Le Grand Prix à domicile d'Oscar Piastri s'est terminé avant même d'avoir commencé, après un accident dramatique dans son tour de mise en grille.

Piastri explique la « combinaison de mauvais facteurs » derrière son accident choc avant la course en Australie

Un surplus de puissance innatendu pour Piastri

Le visage défait, les épaules basses, Oscar Piastri portait sur lui tout le poids d'une cruelle désillusion lorsqu'il commença à digérer son accident aussi soudain qu'impitoyable au Grand Prix d'Australie. Un incident qu'il résuma en une formule aussi sobre que dévastrice : « une combinaison de mauvais facteurs ».
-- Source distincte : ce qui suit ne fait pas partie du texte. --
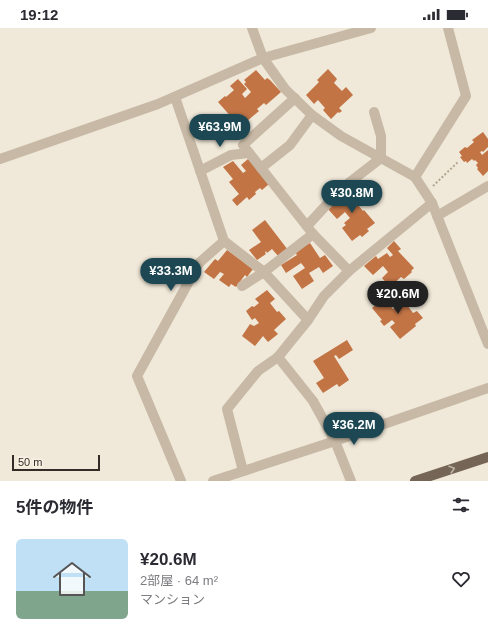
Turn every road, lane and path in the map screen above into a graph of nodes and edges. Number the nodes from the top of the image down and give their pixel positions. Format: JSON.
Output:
{"nodes":[{"id":1,"x":252,"y":28,"type":"edge"},
{"id":2,"x":370,"y":28,"type":"edge"},
{"id":3,"x":448,"y":28,"type":"edge"},
{"id":4,"x":263,"y":58,"type":"junction"},
{"id":5,"x":175,"y":97,"type":"junction"},
{"id":6,"x":294,"y":98,"type":"junction"},
{"id":7,"x":374,"y":112,"type":"dead end"},
{"id":8,"x":312,"y":115,"type":"junction"},
{"id":9,"x":249,"y":153,"type":"junction"},
{"id":10,"x":381,"y":158,"type":"junction"},
{"id":11,"x":0,"y":159,"type":"edge"},
{"id":12,"x":458,"y":162,"type":"dead end"},
{"id":13,"x":261,"y":168,"type":"junction"},
{"id":14,"x":200,"y":171,"type":"junction"},
{"id":15,"x":414,"y":177,"type":"junction"},
{"id":16,"x":488,"y":186,"type":"edge"},
{"id":17,"x":425,"y":193,"type":"junction"},
{"id":18,"x":432,"y":203,"type":"junction"},
{"id":19,"x":437,"y":216,"type":"junction"},
{"id":20,"x":310,"y":230,"type":"junction"},
{"id":21,"x":224,"y":241,"type":"junction"},
{"id":22,"x":349,"y":271,"type":"junction"},
{"id":23,"x":264,"y":272,"type":"junction"},
{"id":24,"x":242,"y":286,"type":"dead end"},
{"id":25,"x":308,"y":320,"type":"junction"},
{"id":26,"x":488,"y":344,"type":"edge"},
{"id":27,"x":278,"y":357,"type":"junction"},
{"id":28,"x":488,"y":388,"type":"edge"},
{"id":29,"x":335,"y":441,"type":"junction"},
{"id":30,"x":488,"y":457,"type":"edge"},
{"id":31,"x":243,"y":471,"type":"junction"},
{"id":32,"x":181,"y":481,"type":"edge"},
{"id":33,"x":213,"y":481,"type":"edge"},
{"id":34,"x":352,"y":481,"type":"edge"},
{"id":35,"x":415,"y":481,"type":"edge"}],
"edges":[{"from":1,"to":4,"type":"street"},
{"from":2,"to":4,"type":"street"},
{"from":3,"to":15,"type":"street"},
{"from":4,"to":5,"type":"street"},
{"from":4,"to":6,"type":"street"},
{"from":5,"to":11,"type":"street"},
{"from":5,"to":14,"type":"street"},
{"from":6,"to":8,"type":"street"},
{"from":6,"to":9,"type":"street"},
{"from":7,"to":10,"type":"street"},
{"from":8,"to":10,"type":"street"},
{"from":8,"to":13,"type":"street"},
{"from":9,"to":13,"type":"street"},
{"from":9,"to":14,"type":"street"},
{"from":10,"to":15,"type":"street"},
{"from":10,"to":20,"type":"street"},
{"from":12,"to":17,"type":"path"},
{"from":13,"to":20,"type":"street"},
{"from":14,"to":21,"type":"street"},
{"from":15,"to":17,"type":"street"},
{"from":16,"to":19,"type":"street"},
{"from":17,"to":18,"type":"street"},
{"from":18,"to":19,"type":"street"},
{"from":18,"to":22,"type":"street"},
{"from":19,"to":26,"type":"street"},
{"from":20,"to":22,"type":"street"},
{"from":20,"to":23,"type":"street"},
{"from":21,"to":23,"type":"street"},
{"from":21,"to":32,"type":"street"},
{"from":22,"to":25,"type":"street"},
{"from":23,"to":24,"type":"street"},
{"from":23,"to":25,"type":"street"},
{"from":25,"to":27,"type":"street"},
{"from":27,"to":29,"type":"street"},
{"from":27,"to":31,"type":"street"},
{"from":28,"to":29,"type":"street"},
{"from":29,"to":31,"type":"street"},
{"from":29,"to":34,"type":"street"},
{"from":35,"to":30,"type":"main road","one_way":true},
{"from":31,"to":33,"type":"street"}]}
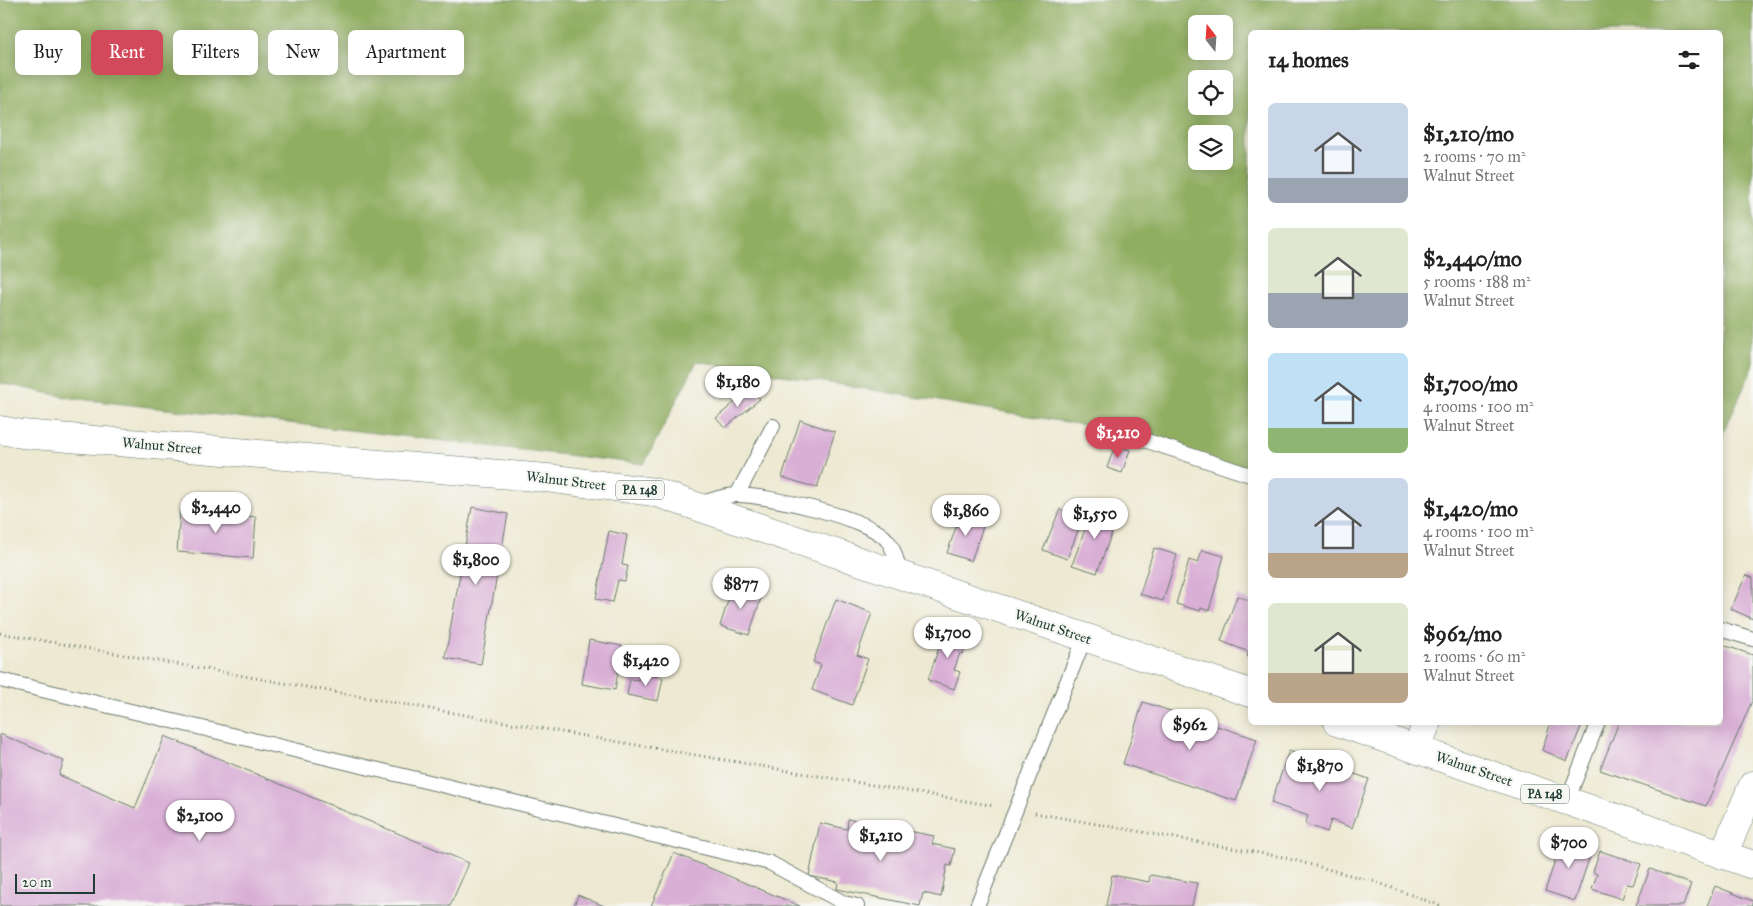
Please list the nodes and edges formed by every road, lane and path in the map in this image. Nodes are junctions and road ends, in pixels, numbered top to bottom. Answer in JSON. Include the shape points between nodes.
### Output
{"nodes":[{"id":1,"x":773,"y":426,"type":"dead end"},
{"id":2,"x":0,"y":430,"type":"edge"},
{"id":3,"x":1114,"y":430,"type":"dead end"},
{"id":4,"x":1248,"y":474,"type":"edge"},
{"id":5,"x":737,"y":495,"type":"junction"},
{"id":6,"x":695,"y":506,"type":"junction"},
{"id":7,"x":901,"y":575,"type":"junction"},
{"id":8,"x":1723,"y":630,"type":"edge"},
{"id":9,"x":0,"y":633,"type":"edge"},
{"id":10,"x":1085,"y":638,"type":"junction"},
{"id":11,"x":1753,"y":640,"type":"edge"},
{"id":12,"x":0,"y":680,"type":"edge"},
{"id":13,"x":1248,"y":692,"type":"edge"},
{"id":14,"x":1346,"y":725,"type":"edge"},
{"id":15,"x":1426,"y":725,"type":"edge"},
{"id":16,"x":1597,"y":725,"type":"edge"},
{"id":17,"x":1416,"y":749,"type":"junction"},
{"id":18,"x":1753,"y":785,"type":"edge"},
{"id":19,"x":1566,"y":801,"type":"junction"},
{"id":20,"x":1016,"y":809,"type":"junction"},
{"id":21,"x":1723,"y":855,"type":"junction"},
{"id":22,"x":1753,"y":865,"type":"edge"},
{"id":23,"x":857,"y":906,"type":"edge"},
{"id":24,"x":977,"y":906,"type":"edge"},
{"id":25,"x":1441,"y":906,"type":"edge"}],
"edges":[{"from":1,"to":5,"type":"lane"},
{"from":2,"to":6,"type":"main road","name":"Walnut Street","number":"PA 148","via":[[547,478],[654,492]]},
{"from":3,"to":4,"type":"lane"},
{"from":5,"to":6,"type":"lane"},
{"from":5,"to":7,"type":"lane","via":[[779,499],[855,521],[887,539]]},
{"from":6,"to":7,"type":"main road","name":"Walnut Street","number":"PA 148"},
{"from":7,"to":10,"type":"main road","name":"Walnut Street","number":"PA 148"},
{"from":8,"to":11,"type":"lane"},
{"from":9,"to":20,"type":"path"},
{"from":10,"to":13,"type":"main road","name":"Walnut Street","number":"PA 148"},
{"from":10,"to":20,"type":"lane"},
{"from":12,"to":23,"type":"lane","via":[[770,863],[844,903]]},
{"from":14,"to":17,"type":"main road","name":"Walnut Street","number":"PA 148"},
{"from":15,"to":17,"type":"main road"},
{"from":16,"to":19,"type":"lane"},
{"from":17,"to":19,"type":"main road","name":"Walnut Street","number":"PA 148"},
{"from":18,"to":21,"type":"main road"},
{"from":19,"to":21,"type":"main road","name":"Walnut Street","number":"PA 148"},
{"from":20,"to":24,"type":"lane"},
{"from":20,"to":25,"type":"path","via":[[1282,857],[1376,882]]},
{"from":21,"to":22,"type":"main road","name":"Walnut Street","number":"PA 148"}]}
Qualifié en cinquième position, Piastri effectuait ses tours de reconnaissance sur le circuit d'Albert Park lorsque sa McLaren lui échappa à la sortie du virage 4, glissant inexorablement jusqu'au mur de béton. La voiture, sérieusement endommagée, ne reverrait plus la piste de la journée. Son Grand Prix à domicile s'achevait là, dans l'indifférence cruelle du bitume, avant même l'extinction des feux.

Nous devons analyser en détail ce qui s'est passé, confia Piastri lors de son passage dans le couloir des médias. Je pense que... j'ai accroché le vibreur un peu... D'après ce que nous avons vu, tout a réagi comme cela devrait le faire dans le cadre du règlement, mais j'avais 100 kW de puissance supplémentaire par rapport à tout ce que j'avais eu durant tout le week-end, au moment où j'ai rétrogradé. Quand j'ai passé le rapport, ça est parti en wheelspin, et comme j'étais déjà sur le vibreur, c'était une combinaison de mauvais facteurs... C'est évidemment très décevant.

Interrogé sur la douleur de ne pas avoir pu courir devant son public, l'Australien ne chercha pas à masquer sa tristesse : « Enormément. C'est dommage. Ce genre de choses ne devrait arriver nulle part, et encore moins lors de ma course à domicile. C'est évidemment d'autant plus décevant. »

Son coéquipier Lando Norris se retrouvait ainsi seul porte-drapeau de McLaren sur la grille de départ, le champion du monde en titre allant chercher une cinquième place, dans le sillage du duo Mercedes composé de George Russell et Kimi Antonelli, et des Ferrari de Charles Leclerc et Lewis Hamilton.